Binned fits

Binned models and data can be created in two ways:

  • from an unbinned model to a binned model or an unbinned dataset to a binned dataset

  • directly from a binned object

import hist as hist
import mplhep
import numpy as np
import zfit
import zfit.z.numpy as znp
from matplotlib import pyplot as plt

normal_np = np.random.normal(loc=2., scale=3., size=10000)

obs = zfit.Space("x", limits=(-10, 10))

mu = zfit.Parameter("mu", 1., -4, 6)
sigma = zfit.Parameter("sigma", 1., 0.1, 10)
model_nobin = zfit.pdf.Gauss(mu, sigma, obs)

data_nobin = zfit.Data.from_numpy(obs, normal_np)

loss_nobin = zfit.loss.UnbinnedNLL(model_nobin, data_nobin)
# make binned
binning = zfit.binned.RegularBinning(50, -8, 10, name="x")
obs_bin = zfit.Space("x", binning=binning)

data = data_nobin.to_binned(obs_bin)
model = zfit.pdf.BinnedFromUnbinnedPDF(model_nobin, obs_bin)
loss = zfit.loss.BinnedNLL(model, data)

Minimization

Both loss look the same to a minimizer and from here on, the whole minimization process is the same.

The following is the same as in the most simple case.

minimizer = zfit.minimize.Minuit()
result = minimizer.minimize(loss)
result.hesse()
print(result)
FitResult
 of
<BinnedNLL model=[<zfit.models.tobinned.BinnedFromUnbinnedPDF object at 0x7f4b578b38d0>] data=[<zfit._data.binneddatav1.BinnedData object at 0x7f4bb152b710>] constraints=[]> 
with
<Minuit Minuit tol=0.001>

╒═════════╤═════════════╤══════════════════╤═════════╤═════════════╕
│ valid   │ converged   │ param at limit   │ edm     │ min value   │
╞═════════╪═════════════╪══════════════════╪═════════╪═════════════╡
│ True
    │ True
        │ False
            │ 9.9e-07 │ -46621.67   │
╘═════════╧═════════════╧══════════════════╧═════════╧═════════════╛
Parameters
name          hesse    value    at limit
------  -----------  -------  ----------
mu      +/-   0.031  1.99059       False
sigma   +/-   0.023  3.00645       False

Plotting the PDF

Since both PDFs are histograms, they can both be converted to histograms and plotted.

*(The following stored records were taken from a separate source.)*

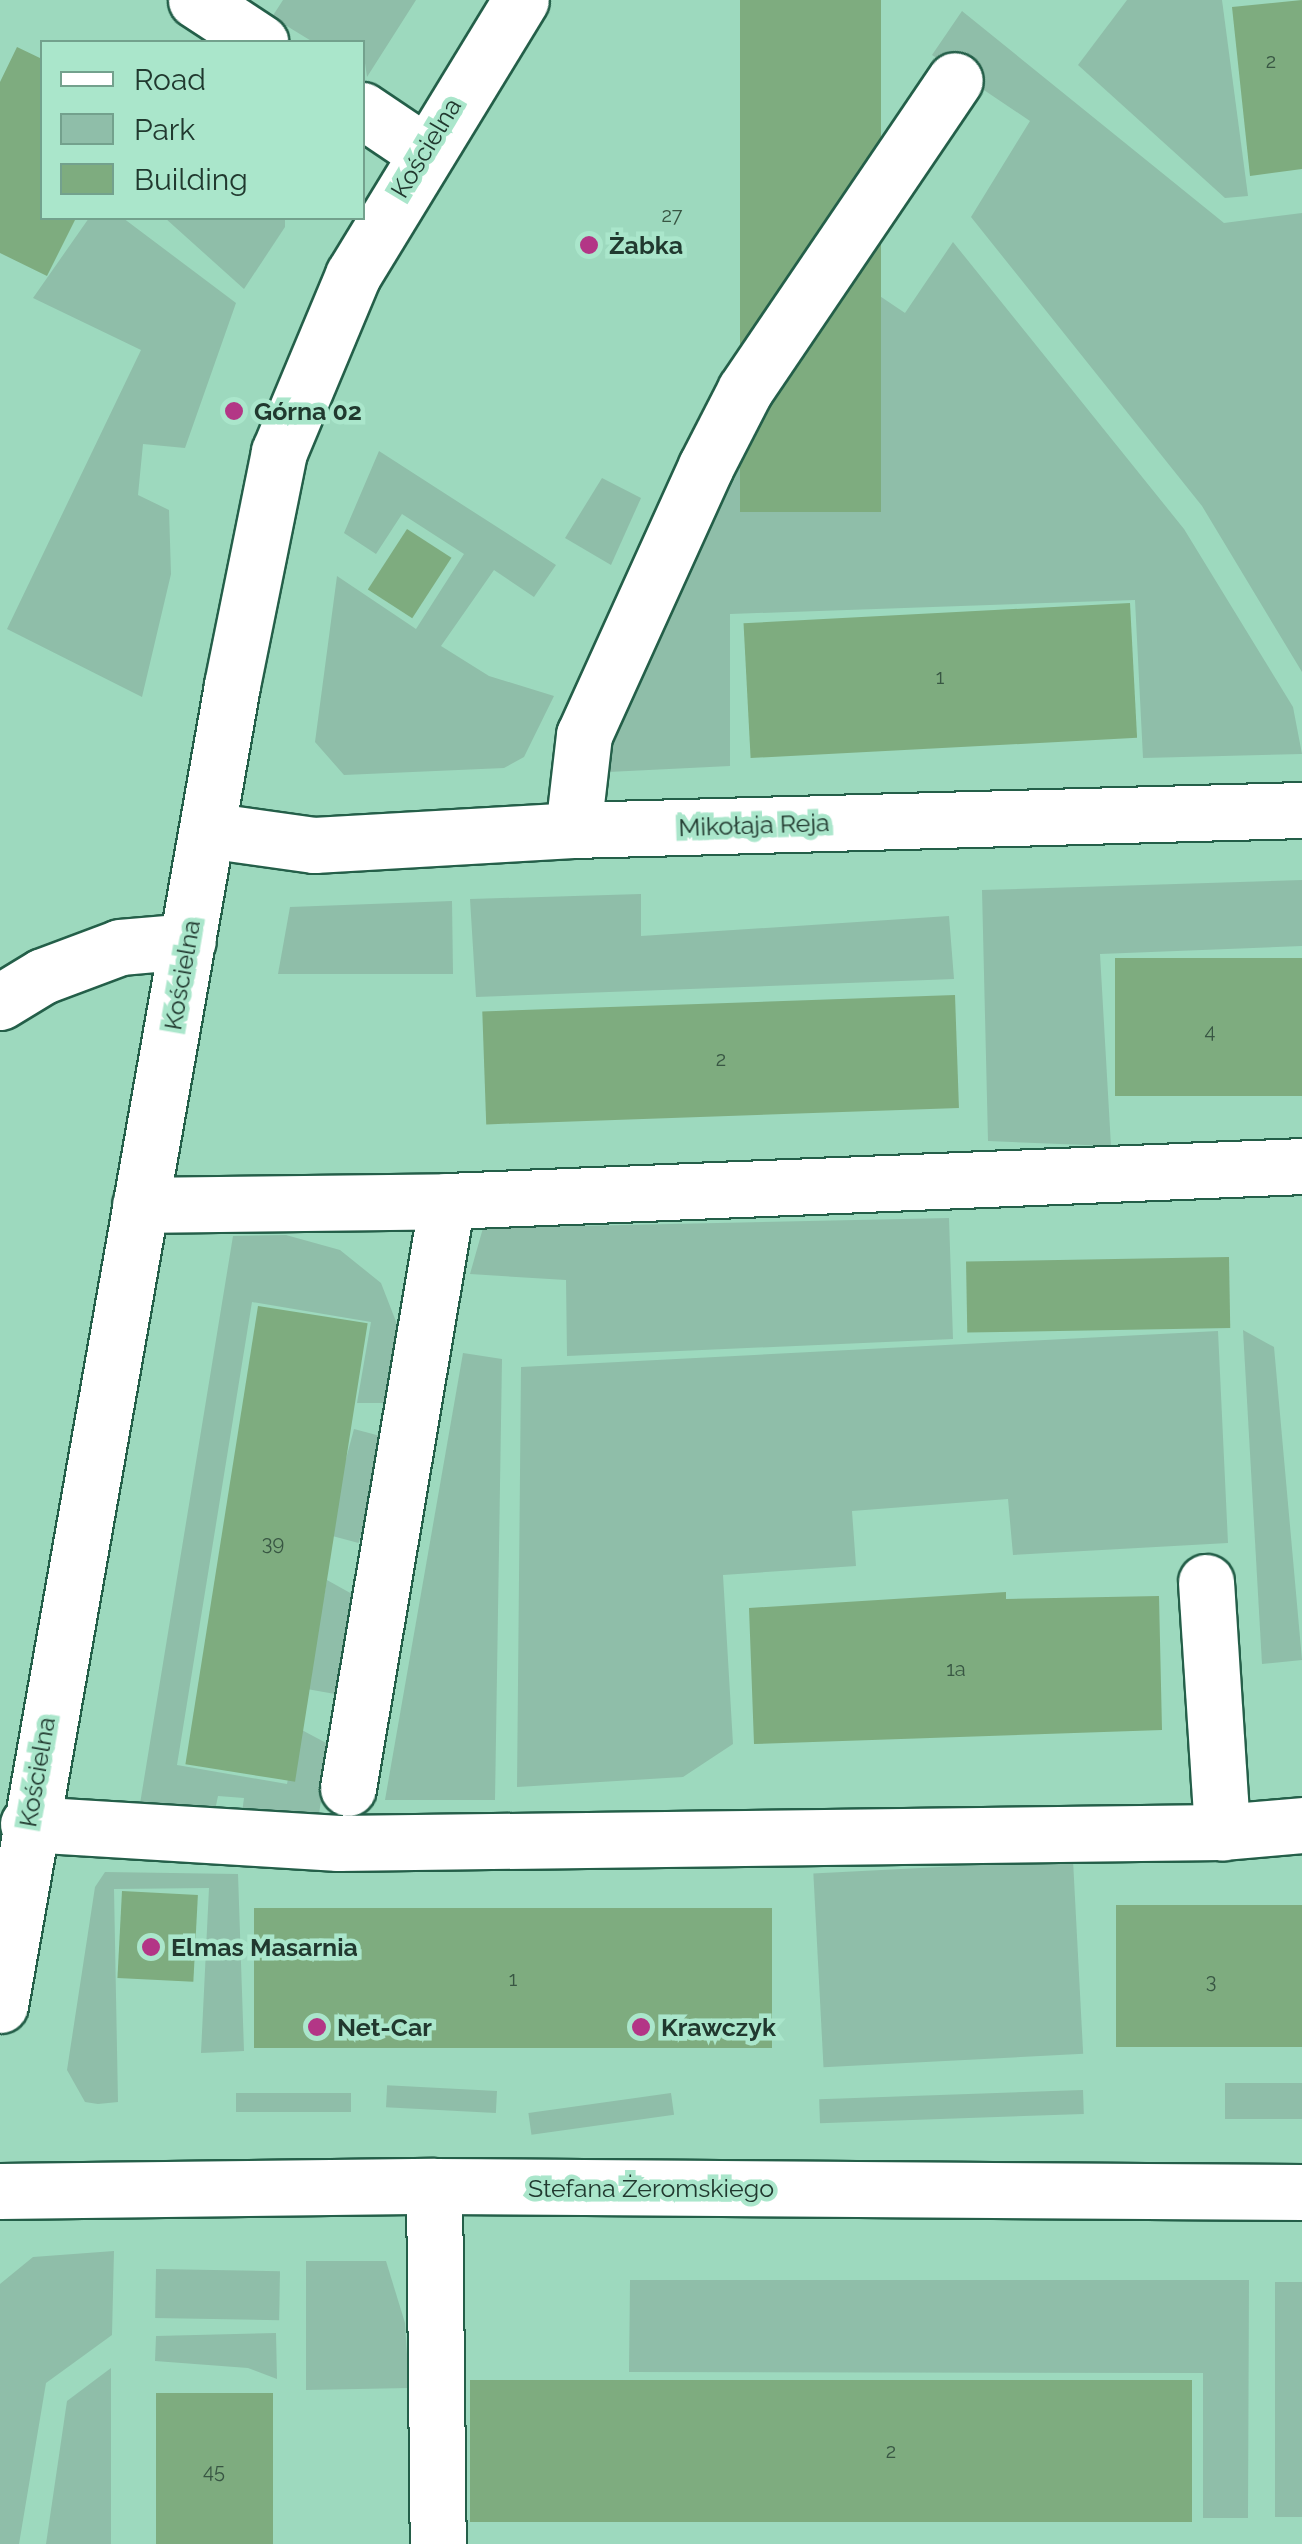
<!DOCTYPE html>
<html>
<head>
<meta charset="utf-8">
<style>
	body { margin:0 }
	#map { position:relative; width:1302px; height:2544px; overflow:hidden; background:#9dd9be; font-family:Raleway,sans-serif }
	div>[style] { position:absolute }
	.green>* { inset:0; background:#8fbea9; transform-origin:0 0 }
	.building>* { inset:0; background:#7eac7f; transform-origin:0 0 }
	.roads { filter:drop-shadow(2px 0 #245f49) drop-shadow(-2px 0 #245f49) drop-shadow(0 2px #245f49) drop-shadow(0 -2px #245f49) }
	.minor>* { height:55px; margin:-27.5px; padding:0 27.5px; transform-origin:27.5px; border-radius:27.5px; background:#fff }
	.dots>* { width:28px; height:28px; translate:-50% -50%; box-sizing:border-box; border:5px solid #aae6cb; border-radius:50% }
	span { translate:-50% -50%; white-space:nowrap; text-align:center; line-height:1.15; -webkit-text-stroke:9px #aae6cb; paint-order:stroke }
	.number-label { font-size:20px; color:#385643 }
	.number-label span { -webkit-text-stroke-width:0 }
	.street-label { font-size:25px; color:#21392f }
	.poi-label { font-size:25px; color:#21392f; font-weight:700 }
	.left { translate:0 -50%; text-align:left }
	.legend { position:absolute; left:40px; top:40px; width:325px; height:180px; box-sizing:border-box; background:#aae6cb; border:2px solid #73a18d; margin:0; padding:12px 18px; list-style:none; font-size:30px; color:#21392f }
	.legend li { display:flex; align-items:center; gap:20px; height:50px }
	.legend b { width:50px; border:2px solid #73a18d }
</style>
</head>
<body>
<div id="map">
	<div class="green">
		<div style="clip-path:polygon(283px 0,416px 0,367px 77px,362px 42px,313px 42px,272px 17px)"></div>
		<div style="clip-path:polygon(1127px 0,1222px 0,1248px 196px,1225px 198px,1078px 65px)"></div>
		<div style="clip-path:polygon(962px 11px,1224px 223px,1302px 213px,1302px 672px,1202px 506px,971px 217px,1030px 121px,932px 55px)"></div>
		<div style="clip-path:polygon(89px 218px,123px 218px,236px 303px,185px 448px,143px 444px,138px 495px,169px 510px,171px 574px,142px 697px,7px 629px,141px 350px,33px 298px)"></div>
		<div style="clip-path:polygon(165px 218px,285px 218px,285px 227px,244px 289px)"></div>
		<div style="clip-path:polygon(953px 242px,1184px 529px,1293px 707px,1302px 754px,1143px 758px,1135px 600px,730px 614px,730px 766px,608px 772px,606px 737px,731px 463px,847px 274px,905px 313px)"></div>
		<div style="clip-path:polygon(379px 451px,556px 565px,534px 597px,494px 570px,441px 646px,489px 676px,554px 696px,524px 757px,504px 768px,344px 775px,315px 742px,337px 576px,416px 629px,464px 554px,402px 514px,376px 554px,344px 533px)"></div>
		<div style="clip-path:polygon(602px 478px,641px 498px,611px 565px,565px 538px)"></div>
		<div style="clip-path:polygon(1302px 880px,1302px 946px,1100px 954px,1111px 1146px,988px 1141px,982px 890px)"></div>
		<div style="clip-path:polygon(641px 894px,641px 936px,949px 916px,954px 979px,476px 997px,470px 899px)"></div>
		<div style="clip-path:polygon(452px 901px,453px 974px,278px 974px,290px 907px)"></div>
		<div style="clip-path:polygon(949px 1218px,953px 1339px,567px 1356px,566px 1280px,470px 1274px,483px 1228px)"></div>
		<div style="clip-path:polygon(286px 1235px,340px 1250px,381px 1283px,402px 1337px,395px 1403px,357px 1403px,371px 1322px,252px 1302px,177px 1765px,287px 1784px,298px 1728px,330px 1745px,317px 1826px,241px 1820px,244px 1798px,218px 1796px,213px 1820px,138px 1816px,233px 1236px)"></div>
		<div style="clip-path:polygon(1243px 1330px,1274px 1347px,1302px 1660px,1262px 1664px)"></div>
		<div style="clip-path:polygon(1218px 1331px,1228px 1543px,1013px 1555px,1008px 1499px,852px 1511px,856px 1566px,723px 1575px,733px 1744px,683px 1777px,517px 1787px,521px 1367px)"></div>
		<div style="clip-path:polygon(463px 1353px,502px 1359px,495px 1800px,385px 1800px)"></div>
		<div style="left:354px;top:1429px;width:34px;height:109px;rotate:15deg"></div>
		<div style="clip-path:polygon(327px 1580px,361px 1599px,346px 1696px,307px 1689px)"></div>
		<div style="left:1073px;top:1860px;width:194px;height:260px;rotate:87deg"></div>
		<div style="clip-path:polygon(105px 1872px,238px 1874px,244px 2051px,201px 2053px,209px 1888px,114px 1889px,118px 2102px,98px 2104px,85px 2102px,67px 2070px,95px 1887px)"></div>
		<div style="left:1302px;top:2083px;width:36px;height:77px;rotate:90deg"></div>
		<div style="left:1083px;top:2090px;width:24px;height:264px;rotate:88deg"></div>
		<div style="left:497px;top:2091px;width:22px;height:110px;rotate:93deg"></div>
		<div style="left:236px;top:2093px;width:115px;height:19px"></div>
		<div style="left:671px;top:2093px;width:22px;height:144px;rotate:82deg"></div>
		<div style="clip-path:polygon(114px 2251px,112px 2335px,46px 2383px,19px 2544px,0 2544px,0 2284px,33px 2257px)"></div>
		<div style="clip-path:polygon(306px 2261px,386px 2261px,405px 2323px,409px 2388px,306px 2390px)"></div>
		<div style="left:156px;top:2269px;width:124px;height:49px;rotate:1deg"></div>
		<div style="clip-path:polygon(630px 2280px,1249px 2280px,1248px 2518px,1203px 2518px,1203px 2373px,629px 2372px)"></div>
		<div style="left:1275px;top:2282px;width:27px;height:235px"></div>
		<div style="clip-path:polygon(276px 2333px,277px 2379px,248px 2368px,155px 2361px,156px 2336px)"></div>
		<div style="clip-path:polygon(111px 2368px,111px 2544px,46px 2544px,67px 2401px)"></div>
	</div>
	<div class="building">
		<div style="left:740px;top:0;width:141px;height:512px"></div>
		<div style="clip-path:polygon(1302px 0,1302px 169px,1250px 176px,1232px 7px)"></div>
		<div style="clip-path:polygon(17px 47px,42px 59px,42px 218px,76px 218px,47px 276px,0 253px,0 82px)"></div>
		<div style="left:407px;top:529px;width:53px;height:72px;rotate:33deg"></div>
		<div style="left:1130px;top:603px;width:135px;height:387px;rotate:87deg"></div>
		<div style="left:1302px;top:958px;width:138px;height:187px;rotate:90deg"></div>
		<div style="left:955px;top:995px;width:113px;height:473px;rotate:88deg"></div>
		<div style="left:1229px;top:1257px;width:71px;height:263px;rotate:89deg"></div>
		<div style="left:258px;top:1306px;width:111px;height:464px;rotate:9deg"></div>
		<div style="clip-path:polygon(1006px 1592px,1006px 1599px,1159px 1596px,1162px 1730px,754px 1744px,749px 1608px)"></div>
		<div style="left:122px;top:1891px;width:76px;height:87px;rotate:3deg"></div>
		<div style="left:1302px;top:1905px;width:142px;height:186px;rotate:90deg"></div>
		<div style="left:254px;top:1908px;width:518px;height:140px"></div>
		<div style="left:470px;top:2380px;width:722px;height:142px"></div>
		<div style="left:273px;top:2393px;width:151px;height:117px;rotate:90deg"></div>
	</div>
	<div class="roads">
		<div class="minor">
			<div style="left:196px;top:0;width:77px;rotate:33.3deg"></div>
			<div style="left:362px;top:110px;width:73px;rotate:33.9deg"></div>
			<div style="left:207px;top:830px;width:108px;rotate:8deg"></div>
			<div style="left:314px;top:845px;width:259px;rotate:-3.3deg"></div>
			<div style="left:573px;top:830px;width:729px;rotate:-1.57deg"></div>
			<div style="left:573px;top:830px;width:96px;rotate:-83.4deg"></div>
			<div style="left:584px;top:735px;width:295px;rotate:-65.6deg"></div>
			<div style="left:706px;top:466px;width:85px;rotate:-62.8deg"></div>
			<div style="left:745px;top:390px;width:374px;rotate:-55.9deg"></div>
			<div style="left:0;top:1002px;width:50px;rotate:-31.2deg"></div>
			<div style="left:43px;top:976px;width:82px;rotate:-20.6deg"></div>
			<div style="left:120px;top:947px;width:68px;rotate:-5deg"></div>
			<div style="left:140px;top:1205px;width:307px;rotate:-0.7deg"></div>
			<div style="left:447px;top:1201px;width:856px;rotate:-2.34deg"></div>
			<div style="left:1206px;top:1582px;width:251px;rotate:86.3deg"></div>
			<div style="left:348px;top:1788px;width:595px;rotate:-80.43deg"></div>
			<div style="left:28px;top:1824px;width:311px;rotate:3.5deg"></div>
			<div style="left:338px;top:1843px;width:884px;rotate:-0.71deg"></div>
			<div style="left:1222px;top:1832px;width:80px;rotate:-5deg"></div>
			<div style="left:0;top:2005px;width:1340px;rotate:-80.03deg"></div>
			<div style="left:232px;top:685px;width:238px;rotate:-78.6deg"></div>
			<div style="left:279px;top:452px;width:192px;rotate:-67.3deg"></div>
			<div style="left:353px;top:275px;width:322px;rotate:-58.6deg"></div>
			<div style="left:434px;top:2186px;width:358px;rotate:89.4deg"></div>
			<div style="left:0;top:2191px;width:434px;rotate:-0.7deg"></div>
			<div style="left:434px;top:2186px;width:868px;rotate:0.4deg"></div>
		</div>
	</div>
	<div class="dots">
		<div style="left:589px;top:245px;background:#b33686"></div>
		<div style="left:234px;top:411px;background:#b33686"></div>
		<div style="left:151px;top:1947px;background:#b33686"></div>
		<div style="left:317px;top:2027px;background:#b33686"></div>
		<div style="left:641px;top:2027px;background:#b33686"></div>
	</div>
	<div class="number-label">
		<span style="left:1271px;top:61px">2</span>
		<span style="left:672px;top:215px">27</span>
		<span style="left:940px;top:677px">1</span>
		<span style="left:1210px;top:1031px">4</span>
		<span style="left:721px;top:1059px">2</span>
		<span style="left:273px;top:1543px">39</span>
		<span style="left:956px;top:1669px">1a</span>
		<span style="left:513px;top:1979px">1</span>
		<span style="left:1211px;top:1981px">3</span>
		<span style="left:891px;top:2451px">2</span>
		<span style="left:214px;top:2471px">45</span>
	</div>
	<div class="street-label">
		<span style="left:426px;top:148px;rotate:-59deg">Kościelna</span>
		<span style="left:754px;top:825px;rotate:-2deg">Mikołaja Reja</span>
		<span style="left:182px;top:975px;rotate:-80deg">Kościelna</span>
		<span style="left:37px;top:1772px;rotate:-80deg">Kościelna</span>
		<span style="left:651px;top:2188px">Stefana Żeromskiego</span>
	</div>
	<div class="poi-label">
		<span class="left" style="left:609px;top:245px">Żabka</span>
		<span class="left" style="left:254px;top:411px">Górna 02</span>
		<span class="left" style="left:171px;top:1947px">Elmas Masarnia</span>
		<span class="left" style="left:337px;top:2027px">Net-Car</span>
		<span class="left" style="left:661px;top:2027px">Krawczyk</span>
	</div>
	<ul class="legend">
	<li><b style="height:12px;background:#fff"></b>Road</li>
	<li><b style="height:28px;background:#8fbea9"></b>Park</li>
	<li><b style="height:28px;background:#7eac7f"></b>Building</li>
	</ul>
</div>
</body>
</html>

Using the to_hist method of the model and the BinnedData respectively, the data can be converted to a histogram.

model_hist = model.to_hist()

plt.figure()
mplhep.histplot(model_hist, density=1, label="model")
mplhep.histplot(data.to_hist(), density=1, label="data")
plt.legend()
plt.title("After fit")
Text(0.5, 1.0, 'After fit')
../../_images/30 - Binned models_8_1.png

To and from histograms

zfit interoperates with the Scikit-HEP histogram packages hist and boost-histogram, most notably with the NamedHist (or Hist if axes have a name) class.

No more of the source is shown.